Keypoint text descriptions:
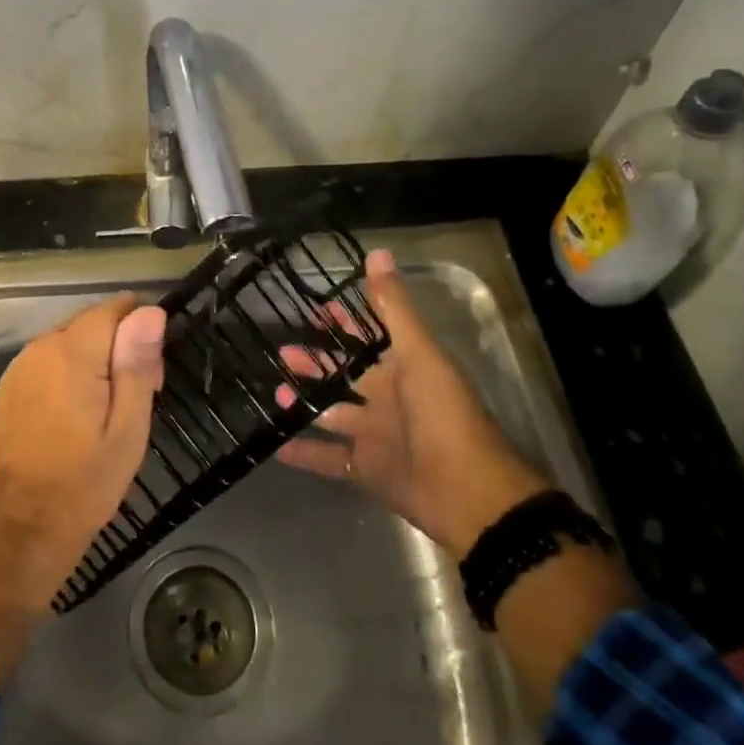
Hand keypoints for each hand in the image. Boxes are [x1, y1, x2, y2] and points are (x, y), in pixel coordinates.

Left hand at [0, 295, 164, 680]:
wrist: (28, 525)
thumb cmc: (88, 480)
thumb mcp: (128, 427)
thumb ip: (137, 364)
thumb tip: (150, 312)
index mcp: (72, 354)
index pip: (113, 309)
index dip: (139, 330)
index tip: (151, 370)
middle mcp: (41, 347)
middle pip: (91, 322)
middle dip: (118, 344)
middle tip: (137, 395)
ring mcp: (21, 365)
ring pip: (71, 339)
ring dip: (94, 357)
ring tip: (109, 407)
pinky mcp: (11, 384)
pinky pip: (50, 358)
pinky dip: (69, 370)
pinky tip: (78, 409)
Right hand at [277, 249, 546, 558]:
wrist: (468, 492)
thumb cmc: (443, 414)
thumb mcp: (419, 354)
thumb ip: (394, 308)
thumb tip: (377, 252)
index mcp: (404, 370)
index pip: (369, 339)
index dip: (345, 323)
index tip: (315, 310)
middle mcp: (389, 400)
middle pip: (346, 375)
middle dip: (316, 362)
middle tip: (283, 350)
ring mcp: (376, 437)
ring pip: (333, 414)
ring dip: (305, 402)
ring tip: (276, 390)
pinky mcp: (367, 471)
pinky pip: (330, 459)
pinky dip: (304, 453)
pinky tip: (276, 443)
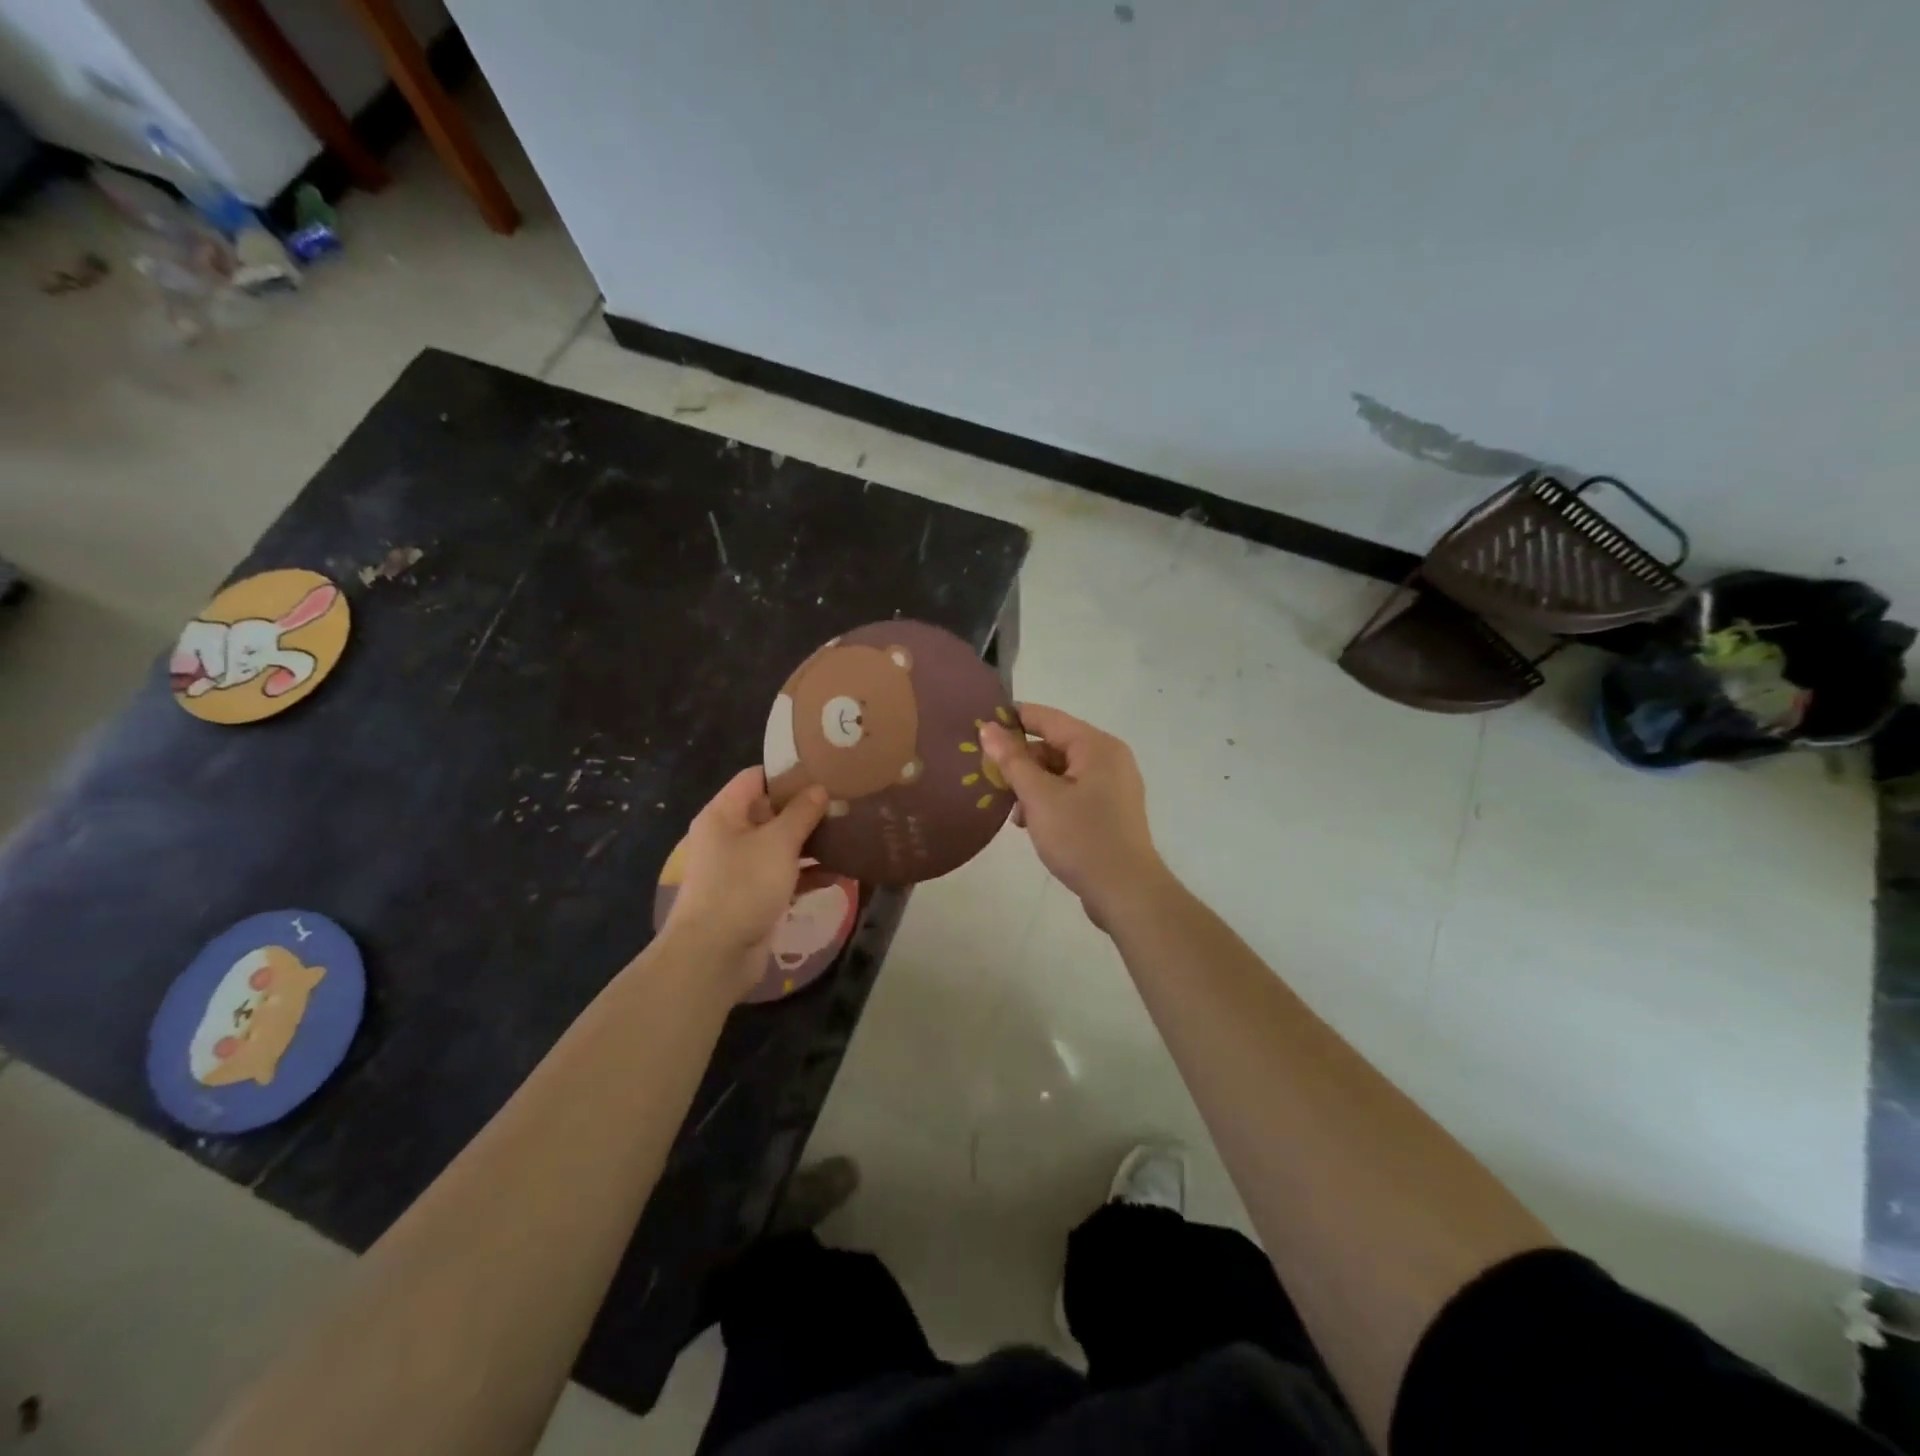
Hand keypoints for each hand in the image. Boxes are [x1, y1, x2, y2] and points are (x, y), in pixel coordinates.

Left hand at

Activity: Could you restate every record above word for word, leaving the pictures out?

Exercise result:
Hand keypoints for each hand in the image. Boxes are [x1, y1, x2, y2] and points are (x, y), in pixel coordinates.

Left hand at [0, 295, 164, 680]:
wrist: (28, 525)
thumb cmc: (88, 480)
thumb mcp: (128, 427)
thumb ip: (137, 364)
thumb tip: (150, 312)
index mcp: (72, 354)
index pip: (113, 309)
index dip: (139, 330)
index tip: (151, 370)
middle mcp: (41, 347)
middle pip: (91, 322)
middle dip: (118, 344)
middle tip: (137, 395)
ring mcp: (21, 365)
ring pip: (71, 339)
ring dip: (94, 357)
ring tip: (109, 407)
pinky mcp: (11, 384)
pinky pip: (50, 358)
pinky dip: (69, 370)
pinky tip: (78, 409)
Right hand at [277, 249, 546, 558]:
wrist: (468, 492)
thumb cmc: (443, 414)
thumb mcp: (419, 354)
thumb ip: (394, 308)
thumb tip: (377, 252)
index mcp: (404, 370)
index pip: (369, 339)
index dip: (345, 323)
index tip: (315, 310)
middle mcp: (389, 400)
middle pip: (346, 375)
middle dip: (316, 362)
middle tip: (283, 350)
ring mcp: (376, 437)
ring pip: (333, 414)
ring dip: (305, 402)
ring tip: (276, 390)
pinky mcp: (367, 471)
pinky pip: (330, 459)
pinky dip: (304, 453)
pinky tip: (276, 443)
Hand keypoints for each hand in the image. Boxes are [x1, y1, x2, y2] and points are (x, y), in pixel coordinates.

Left hand at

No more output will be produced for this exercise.